Data -

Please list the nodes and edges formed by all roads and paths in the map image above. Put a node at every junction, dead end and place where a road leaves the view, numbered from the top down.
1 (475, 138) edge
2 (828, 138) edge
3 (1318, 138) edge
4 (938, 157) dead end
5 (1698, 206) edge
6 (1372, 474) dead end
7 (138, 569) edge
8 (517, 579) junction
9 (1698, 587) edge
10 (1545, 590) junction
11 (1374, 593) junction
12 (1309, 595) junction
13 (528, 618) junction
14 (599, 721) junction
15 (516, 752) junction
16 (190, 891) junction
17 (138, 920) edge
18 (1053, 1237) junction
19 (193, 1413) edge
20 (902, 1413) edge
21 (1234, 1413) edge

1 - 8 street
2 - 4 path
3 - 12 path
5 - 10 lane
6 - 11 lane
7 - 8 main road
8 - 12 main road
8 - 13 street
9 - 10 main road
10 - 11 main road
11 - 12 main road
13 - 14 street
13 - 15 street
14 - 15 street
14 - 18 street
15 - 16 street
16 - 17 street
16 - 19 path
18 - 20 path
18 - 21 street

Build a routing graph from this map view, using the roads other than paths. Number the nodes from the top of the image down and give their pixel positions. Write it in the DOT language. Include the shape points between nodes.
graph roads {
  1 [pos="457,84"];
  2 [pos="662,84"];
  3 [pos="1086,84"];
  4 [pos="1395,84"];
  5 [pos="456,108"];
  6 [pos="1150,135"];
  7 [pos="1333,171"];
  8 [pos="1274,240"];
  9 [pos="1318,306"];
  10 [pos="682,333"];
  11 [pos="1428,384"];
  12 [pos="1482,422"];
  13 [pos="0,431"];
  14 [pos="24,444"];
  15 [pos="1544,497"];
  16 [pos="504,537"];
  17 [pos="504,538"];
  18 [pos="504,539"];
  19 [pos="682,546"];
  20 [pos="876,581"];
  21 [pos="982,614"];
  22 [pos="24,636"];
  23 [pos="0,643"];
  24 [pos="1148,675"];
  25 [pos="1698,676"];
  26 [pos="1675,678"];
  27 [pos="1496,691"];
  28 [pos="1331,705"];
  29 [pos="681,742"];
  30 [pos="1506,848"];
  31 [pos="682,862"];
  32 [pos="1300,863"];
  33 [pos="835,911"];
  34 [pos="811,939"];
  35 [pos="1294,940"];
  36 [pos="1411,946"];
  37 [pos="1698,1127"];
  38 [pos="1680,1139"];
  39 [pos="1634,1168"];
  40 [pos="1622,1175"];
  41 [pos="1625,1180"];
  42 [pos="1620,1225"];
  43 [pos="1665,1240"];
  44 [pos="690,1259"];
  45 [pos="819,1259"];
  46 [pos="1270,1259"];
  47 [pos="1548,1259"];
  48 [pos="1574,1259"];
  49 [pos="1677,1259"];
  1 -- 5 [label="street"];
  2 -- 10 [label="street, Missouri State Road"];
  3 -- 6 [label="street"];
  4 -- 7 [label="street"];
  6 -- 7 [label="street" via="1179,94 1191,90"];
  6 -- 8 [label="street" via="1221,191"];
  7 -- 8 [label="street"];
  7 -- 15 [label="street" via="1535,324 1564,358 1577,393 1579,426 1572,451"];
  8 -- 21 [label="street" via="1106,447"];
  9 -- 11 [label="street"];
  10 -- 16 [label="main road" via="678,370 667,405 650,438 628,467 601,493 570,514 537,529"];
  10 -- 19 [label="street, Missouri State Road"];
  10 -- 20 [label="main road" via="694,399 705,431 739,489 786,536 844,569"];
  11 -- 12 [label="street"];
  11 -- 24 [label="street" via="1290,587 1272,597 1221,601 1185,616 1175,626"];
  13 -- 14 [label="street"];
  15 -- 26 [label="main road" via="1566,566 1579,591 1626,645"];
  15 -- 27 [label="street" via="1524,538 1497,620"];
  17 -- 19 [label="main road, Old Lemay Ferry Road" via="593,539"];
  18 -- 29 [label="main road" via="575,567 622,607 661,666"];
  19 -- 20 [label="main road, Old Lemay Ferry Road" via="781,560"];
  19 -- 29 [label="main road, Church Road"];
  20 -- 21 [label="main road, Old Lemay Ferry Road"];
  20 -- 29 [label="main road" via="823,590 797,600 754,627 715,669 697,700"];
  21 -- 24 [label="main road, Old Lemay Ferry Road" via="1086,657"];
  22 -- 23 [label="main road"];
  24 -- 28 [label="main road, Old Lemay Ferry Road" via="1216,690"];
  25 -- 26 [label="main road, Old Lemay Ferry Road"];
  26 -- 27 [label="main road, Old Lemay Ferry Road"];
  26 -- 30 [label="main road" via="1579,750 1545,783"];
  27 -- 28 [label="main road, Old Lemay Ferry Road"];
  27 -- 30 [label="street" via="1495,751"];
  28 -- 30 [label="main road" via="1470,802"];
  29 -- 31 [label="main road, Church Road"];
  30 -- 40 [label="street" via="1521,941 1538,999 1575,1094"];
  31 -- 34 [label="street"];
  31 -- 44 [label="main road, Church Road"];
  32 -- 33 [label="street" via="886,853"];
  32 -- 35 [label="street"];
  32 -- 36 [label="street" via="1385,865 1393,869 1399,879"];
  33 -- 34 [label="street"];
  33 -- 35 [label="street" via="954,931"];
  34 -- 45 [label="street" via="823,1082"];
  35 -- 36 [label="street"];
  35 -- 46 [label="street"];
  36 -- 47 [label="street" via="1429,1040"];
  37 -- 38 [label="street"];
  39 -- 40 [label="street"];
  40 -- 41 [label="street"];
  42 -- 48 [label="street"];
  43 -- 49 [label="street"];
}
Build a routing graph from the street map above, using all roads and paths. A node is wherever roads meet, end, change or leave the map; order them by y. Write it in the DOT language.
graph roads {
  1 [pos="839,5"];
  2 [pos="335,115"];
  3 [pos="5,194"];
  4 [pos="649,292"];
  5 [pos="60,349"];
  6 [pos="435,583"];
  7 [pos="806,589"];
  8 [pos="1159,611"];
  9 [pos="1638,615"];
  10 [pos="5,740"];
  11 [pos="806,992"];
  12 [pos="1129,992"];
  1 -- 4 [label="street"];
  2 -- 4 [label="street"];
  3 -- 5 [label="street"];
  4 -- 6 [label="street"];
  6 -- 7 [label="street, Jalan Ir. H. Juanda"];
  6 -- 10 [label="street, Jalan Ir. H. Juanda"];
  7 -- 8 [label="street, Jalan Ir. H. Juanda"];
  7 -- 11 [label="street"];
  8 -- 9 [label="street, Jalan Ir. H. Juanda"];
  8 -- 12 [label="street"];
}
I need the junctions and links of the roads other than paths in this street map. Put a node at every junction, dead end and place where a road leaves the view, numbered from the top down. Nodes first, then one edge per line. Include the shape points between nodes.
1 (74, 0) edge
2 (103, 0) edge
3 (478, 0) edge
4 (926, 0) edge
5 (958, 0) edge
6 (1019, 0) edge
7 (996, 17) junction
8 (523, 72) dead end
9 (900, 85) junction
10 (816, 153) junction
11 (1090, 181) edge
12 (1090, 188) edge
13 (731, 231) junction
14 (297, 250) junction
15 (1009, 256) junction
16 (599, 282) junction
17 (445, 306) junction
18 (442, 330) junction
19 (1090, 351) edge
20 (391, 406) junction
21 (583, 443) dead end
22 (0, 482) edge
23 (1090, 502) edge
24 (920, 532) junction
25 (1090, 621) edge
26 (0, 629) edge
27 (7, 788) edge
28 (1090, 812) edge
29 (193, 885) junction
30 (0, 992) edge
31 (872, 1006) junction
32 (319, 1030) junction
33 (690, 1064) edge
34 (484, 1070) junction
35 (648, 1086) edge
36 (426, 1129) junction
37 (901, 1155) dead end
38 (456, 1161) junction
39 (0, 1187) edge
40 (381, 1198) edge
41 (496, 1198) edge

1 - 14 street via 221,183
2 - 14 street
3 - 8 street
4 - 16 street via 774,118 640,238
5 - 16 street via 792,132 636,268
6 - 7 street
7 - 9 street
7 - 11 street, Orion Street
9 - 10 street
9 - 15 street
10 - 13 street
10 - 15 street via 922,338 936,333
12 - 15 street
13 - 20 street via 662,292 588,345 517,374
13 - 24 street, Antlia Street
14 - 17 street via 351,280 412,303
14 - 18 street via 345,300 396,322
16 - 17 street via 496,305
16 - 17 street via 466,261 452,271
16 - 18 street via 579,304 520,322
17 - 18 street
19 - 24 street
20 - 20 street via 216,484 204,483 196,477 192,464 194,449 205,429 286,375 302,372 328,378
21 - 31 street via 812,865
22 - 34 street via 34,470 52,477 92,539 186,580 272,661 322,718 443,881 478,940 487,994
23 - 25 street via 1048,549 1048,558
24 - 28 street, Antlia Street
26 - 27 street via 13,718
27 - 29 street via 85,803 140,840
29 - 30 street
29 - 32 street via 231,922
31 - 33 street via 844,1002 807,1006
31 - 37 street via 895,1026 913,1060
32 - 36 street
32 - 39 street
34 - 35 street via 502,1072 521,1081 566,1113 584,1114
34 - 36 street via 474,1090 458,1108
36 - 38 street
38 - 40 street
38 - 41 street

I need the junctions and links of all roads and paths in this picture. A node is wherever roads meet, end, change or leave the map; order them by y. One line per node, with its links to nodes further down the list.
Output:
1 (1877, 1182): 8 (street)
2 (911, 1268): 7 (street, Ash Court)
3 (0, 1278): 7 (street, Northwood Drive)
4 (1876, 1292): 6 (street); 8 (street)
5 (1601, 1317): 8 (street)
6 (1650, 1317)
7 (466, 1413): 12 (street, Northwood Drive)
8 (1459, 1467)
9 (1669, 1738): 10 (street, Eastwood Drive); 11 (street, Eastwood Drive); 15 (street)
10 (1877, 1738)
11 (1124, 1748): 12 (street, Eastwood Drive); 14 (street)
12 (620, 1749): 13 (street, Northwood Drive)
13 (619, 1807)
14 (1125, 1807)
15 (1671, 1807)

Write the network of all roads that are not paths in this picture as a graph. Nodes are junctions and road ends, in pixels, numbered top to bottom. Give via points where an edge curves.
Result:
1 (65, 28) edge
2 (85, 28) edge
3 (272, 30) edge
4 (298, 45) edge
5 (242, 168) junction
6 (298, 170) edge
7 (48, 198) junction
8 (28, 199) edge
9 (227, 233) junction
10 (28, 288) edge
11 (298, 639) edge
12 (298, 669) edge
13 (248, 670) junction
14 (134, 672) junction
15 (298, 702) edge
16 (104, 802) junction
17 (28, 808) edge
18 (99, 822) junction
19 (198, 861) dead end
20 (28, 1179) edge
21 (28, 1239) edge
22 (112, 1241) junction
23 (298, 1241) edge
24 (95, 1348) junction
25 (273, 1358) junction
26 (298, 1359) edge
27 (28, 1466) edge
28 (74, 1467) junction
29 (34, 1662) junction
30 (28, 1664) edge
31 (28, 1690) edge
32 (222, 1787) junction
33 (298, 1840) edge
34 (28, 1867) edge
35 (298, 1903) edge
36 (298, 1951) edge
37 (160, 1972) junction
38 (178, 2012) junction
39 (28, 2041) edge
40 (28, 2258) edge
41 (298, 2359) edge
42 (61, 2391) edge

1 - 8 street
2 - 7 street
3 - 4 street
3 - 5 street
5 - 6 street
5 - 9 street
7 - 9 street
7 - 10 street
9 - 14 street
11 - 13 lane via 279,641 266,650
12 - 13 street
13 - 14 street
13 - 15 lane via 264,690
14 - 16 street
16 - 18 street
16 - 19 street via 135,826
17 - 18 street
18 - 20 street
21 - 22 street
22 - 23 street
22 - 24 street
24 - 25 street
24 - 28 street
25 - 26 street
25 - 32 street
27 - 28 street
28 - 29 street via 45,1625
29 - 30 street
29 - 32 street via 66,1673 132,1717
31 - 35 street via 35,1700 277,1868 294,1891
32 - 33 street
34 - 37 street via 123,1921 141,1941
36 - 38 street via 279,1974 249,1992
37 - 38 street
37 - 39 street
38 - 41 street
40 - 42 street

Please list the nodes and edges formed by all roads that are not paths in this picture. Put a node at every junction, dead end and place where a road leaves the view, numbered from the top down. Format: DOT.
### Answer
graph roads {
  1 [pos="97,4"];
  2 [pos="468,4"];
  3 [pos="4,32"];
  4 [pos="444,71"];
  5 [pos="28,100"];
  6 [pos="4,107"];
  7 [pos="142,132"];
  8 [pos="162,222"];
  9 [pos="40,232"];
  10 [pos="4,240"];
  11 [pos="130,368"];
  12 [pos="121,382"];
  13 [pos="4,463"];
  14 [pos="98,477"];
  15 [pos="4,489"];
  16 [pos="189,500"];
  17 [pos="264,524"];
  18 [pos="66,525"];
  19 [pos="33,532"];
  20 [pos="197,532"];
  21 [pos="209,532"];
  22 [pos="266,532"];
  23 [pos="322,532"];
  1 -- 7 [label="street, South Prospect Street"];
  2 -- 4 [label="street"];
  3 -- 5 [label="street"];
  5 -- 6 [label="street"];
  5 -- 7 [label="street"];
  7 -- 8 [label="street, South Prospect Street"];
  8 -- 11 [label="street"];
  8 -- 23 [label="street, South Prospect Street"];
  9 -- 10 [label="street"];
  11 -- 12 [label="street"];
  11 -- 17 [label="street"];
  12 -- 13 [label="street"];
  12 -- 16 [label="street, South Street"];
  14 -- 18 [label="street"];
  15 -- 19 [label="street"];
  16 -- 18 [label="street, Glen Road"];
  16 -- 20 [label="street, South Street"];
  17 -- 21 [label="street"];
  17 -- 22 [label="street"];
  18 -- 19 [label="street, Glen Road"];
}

Aim of the task -
Determine how many lines of the data contain the word "need", and reply with that number only.

Response -
2